No, no se trata de una noticia vieja. O de una demasiado nueva, como si la nena perdida hubiera vuelto a aparecer. Maia apareció, si, por suerte sana y salva. Para volver a desaparecer de las radios, del prime time televisivo, de los portales de noticias.
Como estaba antes de su desaparición, que los medios convirtieron en telenovela en tiempo real, para explotar sensibilidades, y desnudar hipocresías. Maia seguramente volverá a desaparecer de nuestras vidas, como desaparecen a diario tantas Maias, a lo largo y lo ancho del país. Porque elegimos hacerlas invisibles, de tanto no mirarlas.
Pretendiendo que si no las vemos, o hacemos como que, no existen. Y seguimos con nuestras vidas, con más o menos culpas o cargos de conciencia por las miserias, la pobreza, el abandono, el desamparo de todas las Maias, sus familias, sus afectos.
Por su falta de futuro y perspectivas, pero también por sus apremiantes carencias diarias, porque para las Maias del mundo la simple existencia es desde la cuna una pelea cotidiana dura y despareja por asegurarse aquello que muchos tenemos desde que nacimos, o quizás nunca sentimos que nos faltara: un techo para guarecerse, una cama donde dormir, un plato de comida.
No hablemos ya de atender la educación, o cuidar la salud: para muchas personas en nuestro país, que carecen de lo imprescindible, esos son lujos inaccesibles y desconocidos.
La desaparición de Maia por tres días desnudó -una vez más el festival- nacional de hipocresía al que asistimos cuando pasan estas cosas: gente que de golpe sigue obsesionada el culebrón televisivo que plantean los medios y celebra el final feliz, como si realmente le importasen Maia, y todas las Maias del mundo.

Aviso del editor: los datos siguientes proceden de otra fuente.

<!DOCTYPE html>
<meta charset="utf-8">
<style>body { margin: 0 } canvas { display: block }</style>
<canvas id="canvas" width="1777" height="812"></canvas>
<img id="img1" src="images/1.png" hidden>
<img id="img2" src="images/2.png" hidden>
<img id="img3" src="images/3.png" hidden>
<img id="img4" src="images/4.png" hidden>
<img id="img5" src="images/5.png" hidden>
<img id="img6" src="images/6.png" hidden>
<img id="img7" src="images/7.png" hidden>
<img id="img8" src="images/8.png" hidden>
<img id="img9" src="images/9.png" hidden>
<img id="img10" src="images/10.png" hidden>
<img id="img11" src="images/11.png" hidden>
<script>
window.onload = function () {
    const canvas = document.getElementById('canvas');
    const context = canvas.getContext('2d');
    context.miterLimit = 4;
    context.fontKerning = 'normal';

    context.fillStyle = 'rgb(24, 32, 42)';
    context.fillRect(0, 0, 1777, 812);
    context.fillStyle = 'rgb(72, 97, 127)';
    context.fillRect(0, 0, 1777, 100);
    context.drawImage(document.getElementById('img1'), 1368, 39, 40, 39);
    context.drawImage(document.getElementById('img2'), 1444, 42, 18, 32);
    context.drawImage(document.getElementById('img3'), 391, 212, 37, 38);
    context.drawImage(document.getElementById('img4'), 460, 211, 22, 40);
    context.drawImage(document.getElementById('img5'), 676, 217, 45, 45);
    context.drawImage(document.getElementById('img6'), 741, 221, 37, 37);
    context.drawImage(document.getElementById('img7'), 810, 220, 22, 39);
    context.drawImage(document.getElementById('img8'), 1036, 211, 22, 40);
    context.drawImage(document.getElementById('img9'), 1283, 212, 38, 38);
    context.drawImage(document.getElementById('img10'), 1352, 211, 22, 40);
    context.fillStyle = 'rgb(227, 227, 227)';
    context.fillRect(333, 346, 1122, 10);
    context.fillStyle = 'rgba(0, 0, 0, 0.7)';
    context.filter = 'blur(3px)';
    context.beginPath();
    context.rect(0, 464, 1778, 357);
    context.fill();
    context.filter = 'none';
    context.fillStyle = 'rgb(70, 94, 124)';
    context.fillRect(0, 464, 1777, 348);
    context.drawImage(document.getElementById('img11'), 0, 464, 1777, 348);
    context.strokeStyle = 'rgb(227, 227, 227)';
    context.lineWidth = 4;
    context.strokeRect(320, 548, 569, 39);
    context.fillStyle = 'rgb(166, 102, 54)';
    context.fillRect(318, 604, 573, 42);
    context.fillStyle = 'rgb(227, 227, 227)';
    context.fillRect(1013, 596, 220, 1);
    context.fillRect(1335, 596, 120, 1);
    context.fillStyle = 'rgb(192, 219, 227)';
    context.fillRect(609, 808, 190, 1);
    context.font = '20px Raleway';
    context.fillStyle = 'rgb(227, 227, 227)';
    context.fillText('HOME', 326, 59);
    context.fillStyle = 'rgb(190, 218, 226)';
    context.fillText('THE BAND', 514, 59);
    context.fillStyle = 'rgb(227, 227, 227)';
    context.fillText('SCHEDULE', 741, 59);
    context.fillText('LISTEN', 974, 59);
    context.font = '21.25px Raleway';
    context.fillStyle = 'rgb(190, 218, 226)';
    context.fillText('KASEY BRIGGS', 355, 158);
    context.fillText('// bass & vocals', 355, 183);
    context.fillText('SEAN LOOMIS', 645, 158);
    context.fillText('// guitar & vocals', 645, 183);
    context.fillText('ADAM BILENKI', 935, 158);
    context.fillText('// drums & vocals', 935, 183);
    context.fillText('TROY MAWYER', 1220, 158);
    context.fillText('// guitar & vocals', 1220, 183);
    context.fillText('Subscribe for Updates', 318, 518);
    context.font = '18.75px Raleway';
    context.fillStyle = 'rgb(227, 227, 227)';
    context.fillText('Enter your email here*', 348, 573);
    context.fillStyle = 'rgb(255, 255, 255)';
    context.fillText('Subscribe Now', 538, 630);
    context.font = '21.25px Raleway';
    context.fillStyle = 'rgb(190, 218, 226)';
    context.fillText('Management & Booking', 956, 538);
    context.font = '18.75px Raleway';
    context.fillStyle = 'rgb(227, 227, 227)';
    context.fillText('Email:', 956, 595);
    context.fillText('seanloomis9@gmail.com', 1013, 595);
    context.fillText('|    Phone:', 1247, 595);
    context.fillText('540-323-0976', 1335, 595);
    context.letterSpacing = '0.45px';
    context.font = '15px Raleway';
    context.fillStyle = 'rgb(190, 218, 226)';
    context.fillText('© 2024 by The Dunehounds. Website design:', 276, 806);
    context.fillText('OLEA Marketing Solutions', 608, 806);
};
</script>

Cuando quizás a diario les cierran la puerta en la cara, les niegan las sobras de la comida -como le negaron pan del día anterior en una panadería por la que pasó-, o peor aún, las culpabilizan por su propia desgracia. "estos negros de mierda, lo único que hacen es tener hijos que no pueden mantener", "viven así porque no quieren trabajar", "se embarazan para cobrar el plan", y cosas por el estilo.
Cosas que escuchamos todo el tiempo, y hasta a veces a fuerza de tanto escucharlas, las terminamos repitiendo casi sin darnos cuenta; como si fueran argumentos de peso que cierran la discusión, de una buena vez, y para siempre: son pobres y desamparados porque quieren, y no porque una sociedad injusta los arrojó a la miseria y la desesperación.
Ojalá el caso de Maia sirviera para visibilizar la pobreza, y mejor aun, para que nos hiciéramos cargo en serio de ella. La pobreza estructural, profunda, permanente, del que nada tiene y nada espera. Pero permítasenos ser escépticos: todo indica que hoy, mañana, Maia desaparecerá de nuevo de las pantallas, y en consecuencia de nuestras preocupaciones; y su vida y las de los que padecen lo que ella, dejará de importarnos.
Volveremos a zambullirnos en nuestras preocupaciones cotidianas, que por cierto no son pocas. Lo haremos nosotros, lo harán los medios, lo hará el Estado, las instituciones, la política. Ojalá que no. Quisiéramos creer que no. Y más allá de lo que creamos, todos, como sociedad, necesitamos que no sea así.
Porque las Maias del mundo existen no por una decisión personal o familiar, sino como la lógica consecuencia de un orden social y económico injusto, que termina degradando a la condición humana, pero del cual otros -generalmente los menos- se benefician: alguien dijo alguna vez que la mejor forma de hablar de la pobreza, es hablar de la riqueza. Como se construye, como se genera, cuantas Maias va dejando en el camino.
Cuestiones duras, espinosas, incómodas, que nos interpelan en lo personal y en lo social. Pero que alguna vez deberemos abordar con el mismo entusiasmo, preocupación o sensibilidad -real o fingida- con el que seguimos durante estos días la saga mediática de lo que pasó con Maia.